Elena ya no sabía si estaba despierta. Lo único seguro era que no veía nada. Deslizó las manos a los lados del cuerpo para asegurarse de que la cama al menos seguía allí. Sin embargo, lo único que encontró debajo fue el vacío y una extraña sensación de caída.
Cuando abrió los ojos, la intensa luz del sol, que parecía proceder de todos lados, la cegó. Entornó los ojos y consiguió distinguir el horizonte como una débil línea entre el cielo blanco y la nieve.
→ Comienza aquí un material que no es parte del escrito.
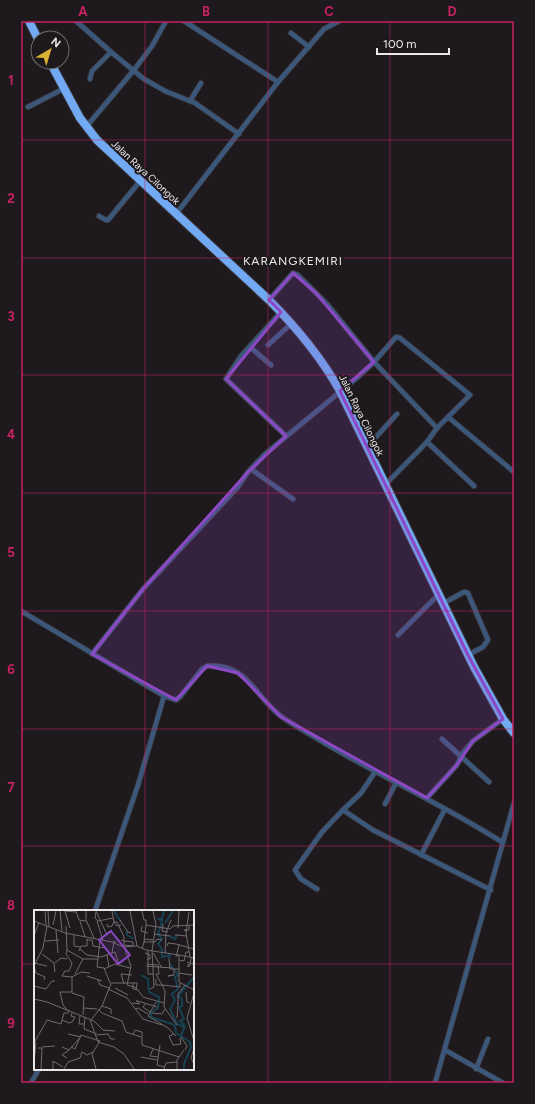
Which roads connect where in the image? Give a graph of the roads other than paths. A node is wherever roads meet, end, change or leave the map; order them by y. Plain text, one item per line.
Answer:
1 (29, 21) edge
2 (76, 21) edge
3 (166, 21) edge
4 (184, 21) edge
5 (340, 21) edge
6 (329, 23) edge
7 (34, 30) edge
8 (291, 33) dead end
9 (309, 48) junction
10 (111, 52) junction
11 (54, 70) edge
12 (134, 70) junction
13 (90, 79) dead end
14 (278, 82) junction
15 (200, 83) dead end
16 (63, 89) junction
17 (190, 101) junction
18 (28, 107) dead end
19 (86, 127) junction
20 (239, 134) junction
21 (140, 180) junction
22 (176, 214) junction
23 (99, 216) dead end
24 (269, 300) junction
25 (281, 312) junction
26 (292, 323) junction
27 (268, 344) dead end
28 (250, 347) junction
29 (374, 362) junction
30 (271, 365) dead end
31 (340, 391) junction
32 (397, 414) dead end
33 (448, 417) junction
34 (437, 428) junction
35 (286, 436) junction
36 (427, 442) junction
37 (367, 448) junction
38 (251, 469) junction
39 (514, 472) edge
40 (385, 486) junction
41 (474, 486) dead end
42 (293, 499) dead end
43 (438, 596) junction
44 (442, 604) junction
45 (21, 611) edge
46 (398, 635) dead end
47 (92, 654) junction
48 (468, 656) junction
49 (164, 696) junction
50 (504, 719) junction
51 (514, 733) edge
52 (442, 739) dead end
53 (461, 757) junction
54 (375, 772) junction
55 (489, 782) dead end
56 (396, 783) junction
57 (427, 798) junction
58 (514, 803) edge
59 (385, 804) dead end
60 (445, 809) junction
61 (343, 810) junction
62 (502, 842) junction
63 (421, 855) junction
64 (317, 889) dead end
65 (491, 890) junction
66 (95, 910) edge
67 (488, 1039) dead end
68 (445, 1050) junction
69 (476, 1069) junction
70 (38, 1070) edge
71 (32, 1083) edge
72 (435, 1083) edge
73 (503, 1083) edge

1 - 7 highway
2 - 10 street
3 - 12 street
4 - 14 street
5 - 6 street
6 - 9 street
8 - 9 street
9 - 14 street
10 - 12 street
10 - 13 street
11 - 16 highway, Jalan Raya Cilongok
12 - 17 street
12 - 19 street
14 - 20 street
15 - 17 street
16 - 18 street
16 - 19 highway, Jalan Raya Cilongok
17 - 20 street
19 - 21 highway, Jalan Raya Cilongok
20 - 22 street
21 - 22 highway, Jalan Raya Cilongok
21 - 23 street
22 - 24 highway, Jalan Raya Cilongok
24 - 25 highway, Jalan Raya Cilongok
24 - 29 street
25 - 26 highway, Jalan Raya Cilongok
25 - 28 street
26 - 27 street
26 - 31 highway, Jalan Raya Cilongok
28 - 30 street
28 - 35 street
29 - 31 street
29 - 33 street
29 - 34 street
31 - 35 street
31 - 37 highway, Jalan Raya Cilongok
32 - 37 street
33 - 34 street
33 - 39 street
34 - 36 street
35 - 38 street
36 - 40 street
36 - 41 street
37 - 40 highway, Jalan Raya Cilongok
38 - 42 street
38 - 47 street
40 - 43 highway, Jalan Raya Cilongok
43 - 44 highway, Jalan Raya Cilongok
43 - 46 street
44 - 48 highway, Jalan Raya Cilongok
44 - 48 street
45 - 47 street
47 - 49 street
48 - 50 highway, Jalan Raya Cilongok
49 - 54 street
49 - 66 street
50 - 51 highway, Jalan Raya Cilongok
50 - 53 street
52 - 53 street
53 - 55 street
53 - 57 street
54 - 56 street
54 - 61 street
56 - 57 street
56 - 59 street
57 - 60 street
58 - 62 street
60 - 62 street
60 - 63 street
61 - 63 street
61 - 64 street
62 - 65 street
63 - 65 street
65 - 68 street
67 - 69 street
68 - 69 street
68 - 72 street
69 - 73 street
70 - 71 street

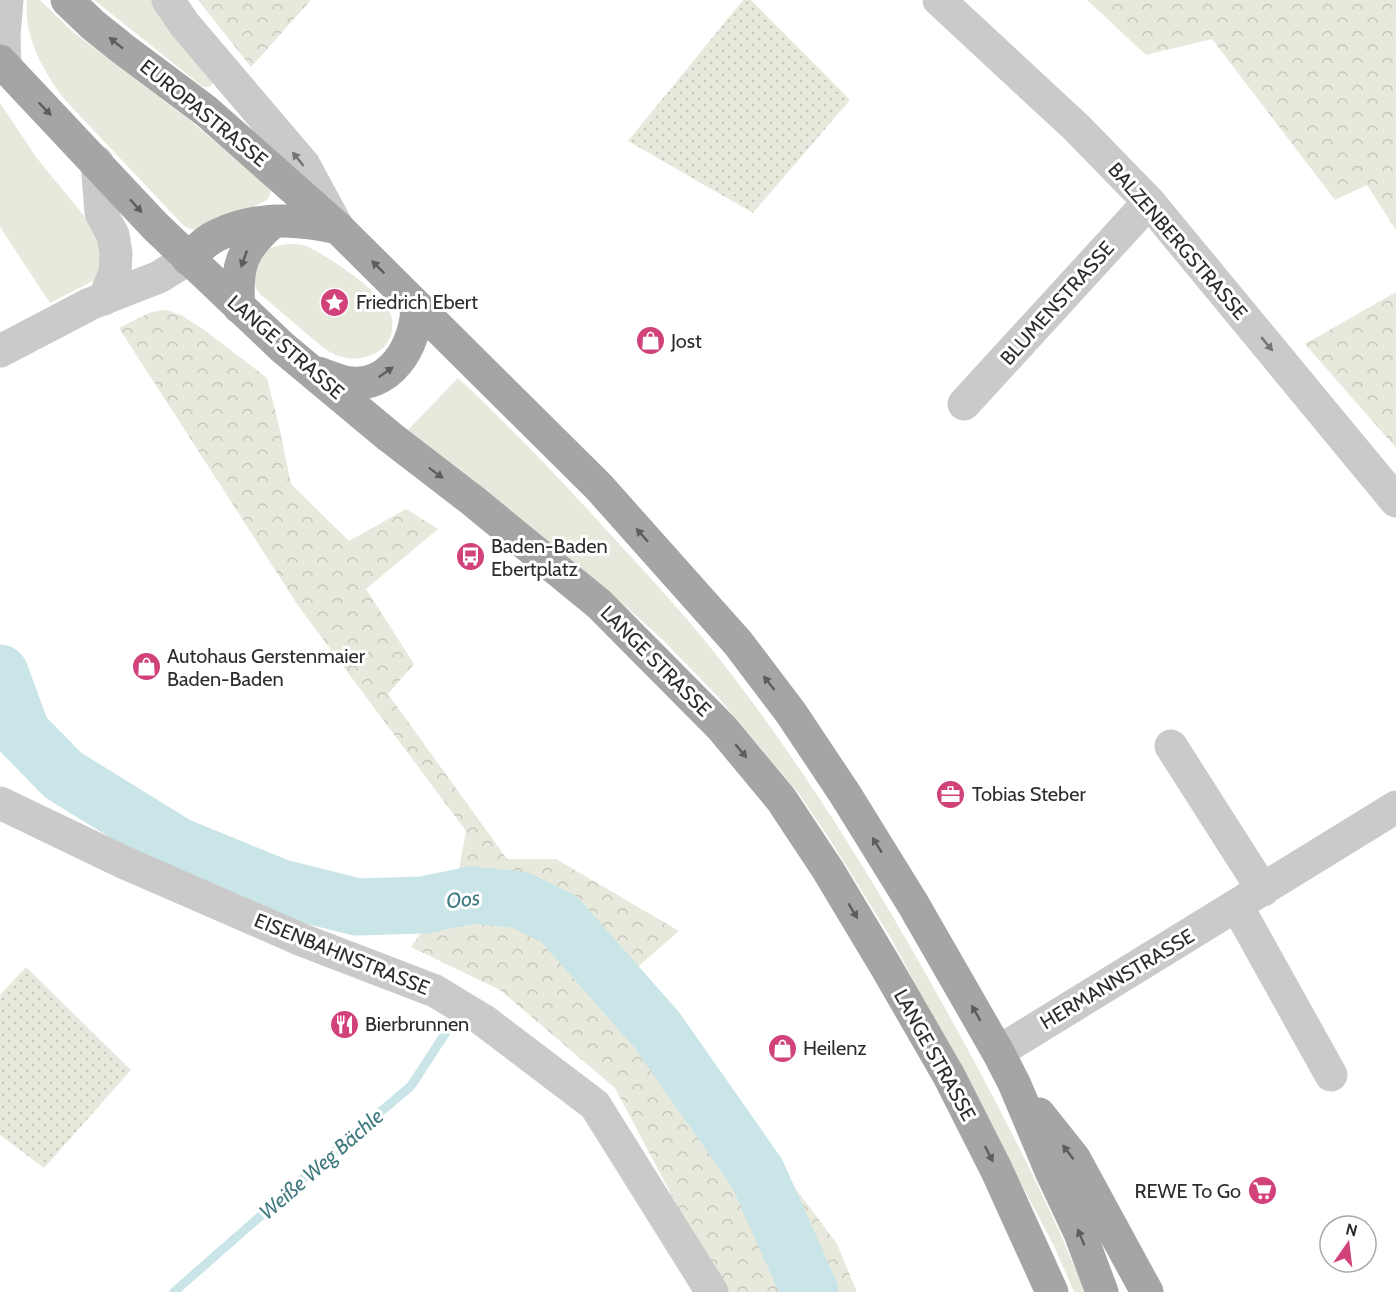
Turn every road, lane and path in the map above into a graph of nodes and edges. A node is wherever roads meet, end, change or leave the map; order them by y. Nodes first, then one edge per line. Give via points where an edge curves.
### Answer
1 (7, 0) edge
2 (68, 0) edge
3 (168, 0) edge
4 (939, 0) edge
5 (2, 64) edge
6 (97, 162) junction
7 (1149, 202) junction
8 (274, 221) junction
9 (338, 228) junction
10 (188, 259) junction
11 (104, 299) junction
12 (239, 306) junction
13 (417, 307) junction
14 (0, 351) edge
15 (311, 371) junction
16 (964, 404) dead end
17 (1396, 501) edge
18 (1171, 746) dead end
19 (1, 806) edge
20 (1396, 807) edge
21 (1250, 898) junction
22 (998, 1052) junction
23 (1331, 1075) dead end
24 (1014, 1083) junction
25 (712, 1292) edge
26 (1052, 1292) edge
27 (1102, 1292) edge
28 (1147, 1292) edge

1 - 5 street, LANGE STRASSE
9 -> 2 main road, EUROPASTRASSE via 206,111 115,43
9 -> 3 street via 304,165
4 - 7 street, BALZENBERGSTRASSE via 1076,127
5 -> 6 main road, LANGE STRASSE
6 -> 10 main road, LANGE STRASSE
6 - 11 street via 101,213 113,235 116,253 115,273
7 - 16 street, BLUMENSTRASSE
7 -> 17 street, BALZENBERGSTRASSE
8 - 9 main road
8 - 10 main road via 241,226 216,236
8 -> 12 main road via 255,237 245,254 237,288
13 -> 9 main road
10 - 11 street via 159,277
10 - 12 main road, LANGE STRASSE
11 - 14 street
12 - 15 main road, LANGE STRASSE
15 -> 13 main road via 347,383 385,375 403,355 413,335
22 -> 13 main road via 914,904 845,794 745,652 598,487
15 -> 26 main road, LANGE STRASSE via 598,604 722,728 781,800 828,870 949,1076
18 - 21 street
19 - 25 street, EISENBAHNSTRASSE via 302,940 435,992 483,1020 596,1105
20 - 21 street, HERMANNSTRASSE
21 - 22 street, HERMANNSTRASSE
21 - 23 street
22 - 24 main road
27 -> 24 main road
28 -> 24 main road via 1074,1158

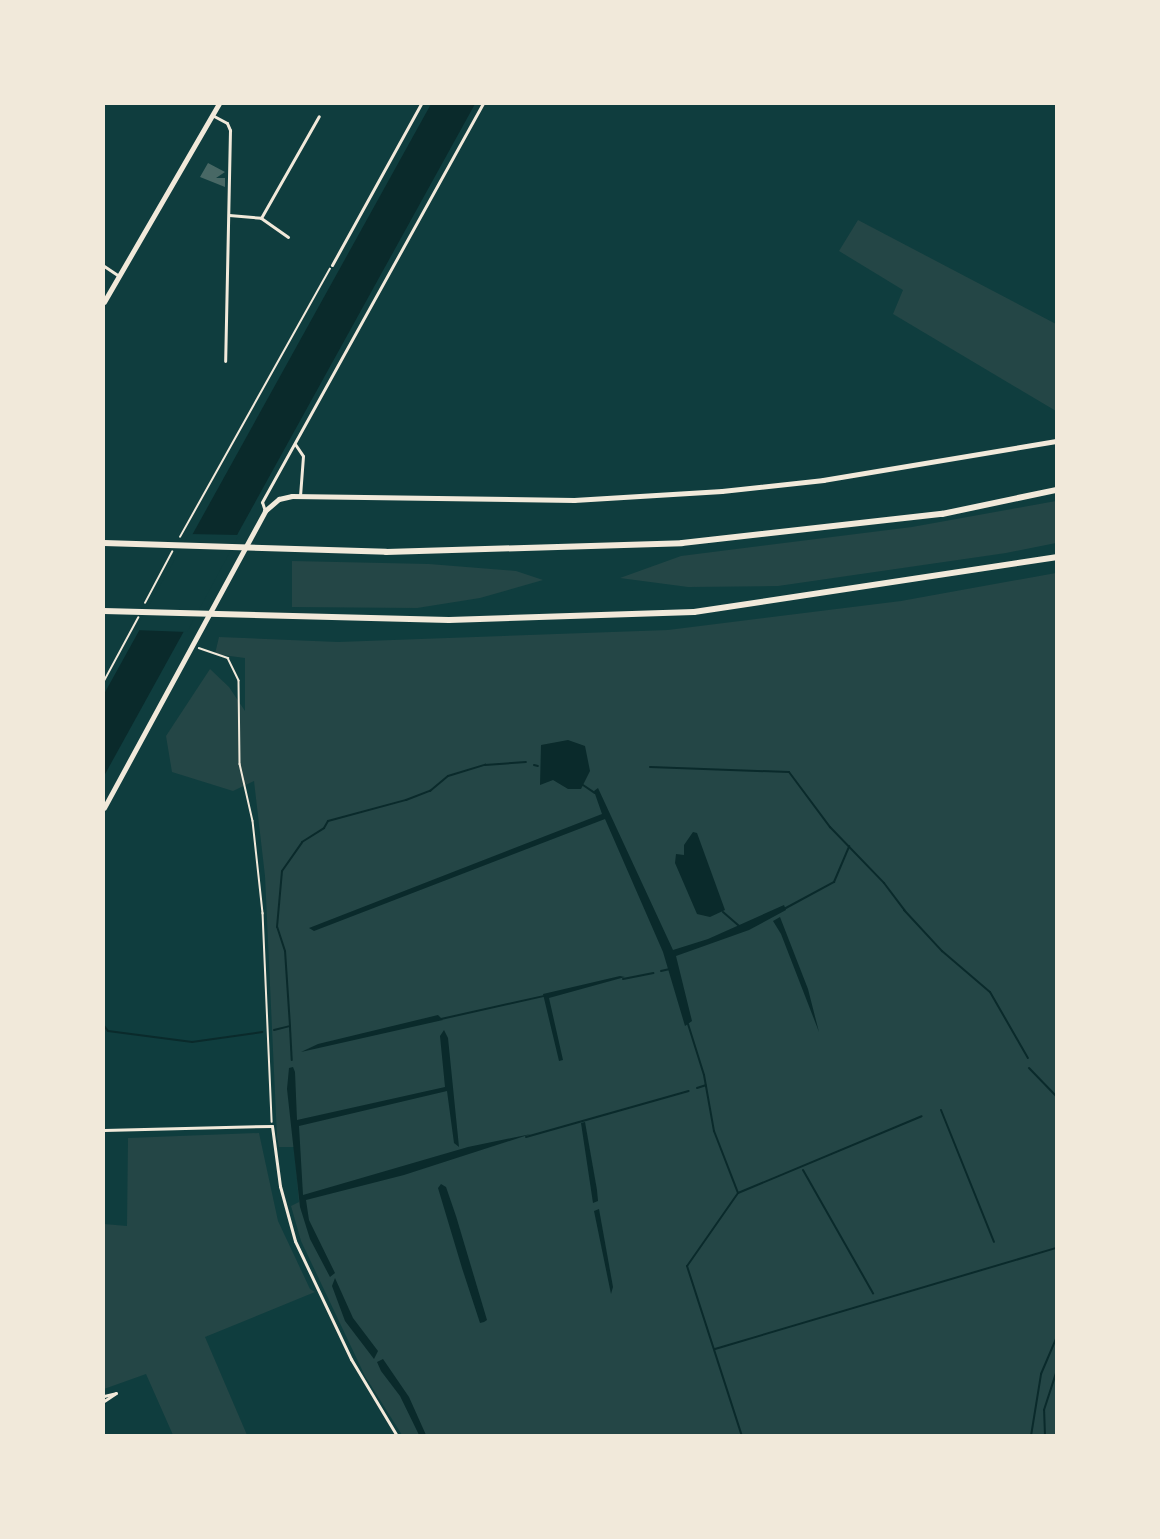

La delgada línea trazaba un semicírculo alrededor de ella, pero no sabía si estaba cerca o lejos. Todo cuanto la rodeaba se había transformado en una extensión helada sin principio ni fin.
De pronto Elena presintió que alguien se acercaba, que respiraba a su espalda. Y a través de su oído izquierdo, por el que aún oía, le llegó un sonido sibilante que acabó por convertirse en una voz:
—Elena…
Cerró los ojos.
—Elena. Devi ascoltare. Eres la única a la que conseguimos llegar.
—¿Mamá?
—Questo deve finire, Elena.
—Yo… ya no tengo la cruz. Ha…
—Devi portarcela. Deve finire. Eres la única a la que conseguimos llegar. Tienes que traérnosla.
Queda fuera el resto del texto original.